Problem details - I need all of the entries printed exactly.

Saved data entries
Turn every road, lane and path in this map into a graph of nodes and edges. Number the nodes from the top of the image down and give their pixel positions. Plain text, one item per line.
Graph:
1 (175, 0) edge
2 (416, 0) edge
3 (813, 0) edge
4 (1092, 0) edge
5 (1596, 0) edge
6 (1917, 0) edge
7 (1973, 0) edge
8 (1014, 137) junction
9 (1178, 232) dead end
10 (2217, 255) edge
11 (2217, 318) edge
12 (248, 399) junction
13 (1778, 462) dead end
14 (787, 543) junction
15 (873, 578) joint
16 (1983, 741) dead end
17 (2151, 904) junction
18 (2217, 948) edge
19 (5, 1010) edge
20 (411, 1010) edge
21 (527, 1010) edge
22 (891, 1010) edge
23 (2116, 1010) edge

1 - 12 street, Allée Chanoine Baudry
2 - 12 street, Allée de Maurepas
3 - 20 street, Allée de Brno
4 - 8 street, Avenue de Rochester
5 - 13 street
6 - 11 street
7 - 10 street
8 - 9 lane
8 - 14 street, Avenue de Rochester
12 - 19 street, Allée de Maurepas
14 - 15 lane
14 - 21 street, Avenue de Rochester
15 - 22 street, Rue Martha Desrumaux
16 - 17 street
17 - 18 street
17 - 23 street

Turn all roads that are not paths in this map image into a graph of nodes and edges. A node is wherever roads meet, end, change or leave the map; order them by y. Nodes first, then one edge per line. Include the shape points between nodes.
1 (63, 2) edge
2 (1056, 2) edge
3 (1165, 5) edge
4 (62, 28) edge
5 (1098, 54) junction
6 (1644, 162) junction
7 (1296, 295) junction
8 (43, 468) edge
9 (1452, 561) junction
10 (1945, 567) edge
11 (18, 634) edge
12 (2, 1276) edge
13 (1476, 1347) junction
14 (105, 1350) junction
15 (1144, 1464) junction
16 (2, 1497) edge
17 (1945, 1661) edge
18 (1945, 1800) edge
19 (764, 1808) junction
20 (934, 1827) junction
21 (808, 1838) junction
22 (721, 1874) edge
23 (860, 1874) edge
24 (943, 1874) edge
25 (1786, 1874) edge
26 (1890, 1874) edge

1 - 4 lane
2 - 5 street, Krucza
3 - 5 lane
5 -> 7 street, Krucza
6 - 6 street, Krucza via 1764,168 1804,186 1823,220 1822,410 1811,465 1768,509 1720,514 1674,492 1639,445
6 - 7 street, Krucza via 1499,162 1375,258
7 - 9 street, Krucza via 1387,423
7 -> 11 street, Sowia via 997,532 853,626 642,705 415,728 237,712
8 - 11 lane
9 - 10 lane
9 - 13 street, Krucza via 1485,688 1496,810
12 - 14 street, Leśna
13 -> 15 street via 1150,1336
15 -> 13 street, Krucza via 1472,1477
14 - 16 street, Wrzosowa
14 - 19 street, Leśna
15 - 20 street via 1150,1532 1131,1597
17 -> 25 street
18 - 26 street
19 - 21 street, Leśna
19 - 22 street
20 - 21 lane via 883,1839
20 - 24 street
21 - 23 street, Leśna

Expected output -
Turn every road, lane and path in this map into a graph of nodes and edges. Number the nodes from the top of the image down and give their pixel positions. Plain text, one item per line.
Graph:
1 (175, 0) edge
2 (416, 0) edge
3 (813, 0) edge
4 (1092, 0) edge
5 (1596, 0) edge
6 (1917, 0) edge
7 (1973, 0) edge
8 (1014, 137) junction
9 (1178, 232) dead end
10 (2217, 255) edge
11 (2217, 318) edge
12 (248, 399) junction
13 (1778, 462) dead end
14 (787, 543) junction
15 (873, 578) joint
16 (1983, 741) dead end
17 (2151, 904) junction
18 (2217, 948) edge
19 (5, 1010) edge
20 (411, 1010) edge
21 (527, 1010) edge
22 (891, 1010) edge
23 (2116, 1010) edge

1 - 12 street, Allée Chanoine Baudry
2 - 12 street, Allée de Maurepas
3 - 20 street, Allée de Brno
4 - 8 street, Avenue de Rochester
5 - 13 street
6 - 11 street
7 - 10 street
8 - 9 lane
8 - 14 street, Avenue de Rochester
12 - 19 street, Allée de Maurepas
14 - 15 lane
14 - 21 street, Avenue de Rochester
15 - 22 street, Rue Martha Desrumaux
16 - 17 street
17 - 18 street
17 - 23 street

Turn all roads that are not paths in this map image into a graph of nodes and edges. A node is wherever roads meet, end, change or leave the map; order them by y. Nodes first, then one edge per line. Include the shape points between nodes.
1 (63, 2) edge
2 (1056, 2) edge
3 (1165, 5) edge
4 (62, 28) edge
5 (1098, 54) junction
6 (1644, 162) junction
7 (1296, 295) junction
8 (43, 468) edge
9 (1452, 561) junction
10 (1945, 567) edge
11 (18, 634) edge
12 (2, 1276) edge
13 (1476, 1347) junction
14 (105, 1350) junction
15 (1144, 1464) junction
16 (2, 1497) edge
17 (1945, 1661) edge
18 (1945, 1800) edge
19 (764, 1808) junction
20 (934, 1827) junction
21 (808, 1838) junction
22 (721, 1874) edge
23 (860, 1874) edge
24 (943, 1874) edge
25 (1786, 1874) edge
26 (1890, 1874) edge

1 - 4 lane
2 - 5 street, Krucza
3 - 5 lane
5 -> 7 street, Krucza
6 - 6 street, Krucza via 1764,168 1804,186 1823,220 1822,410 1811,465 1768,509 1720,514 1674,492 1639,445
6 - 7 street, Krucza via 1499,162 1375,258
7 - 9 street, Krucza via 1387,423
7 -> 11 street, Sowia via 997,532 853,626 642,705 415,728 237,712
8 - 11 lane
9 - 10 lane
9 - 13 street, Krucza via 1485,688 1496,810
12 - 14 street, Leśna
13 -> 15 street via 1150,1336
15 -> 13 street, Krucza via 1472,1477
14 - 16 street, Wrzosowa
14 - 19 street, Leśna
15 - 20 street via 1150,1532 1131,1597
17 -> 25 street
18 - 26 street
19 - 21 street, Leśna
19 - 22 street
20 - 21 lane via 883,1839
20 - 24 street
21 - 23 street, Leśna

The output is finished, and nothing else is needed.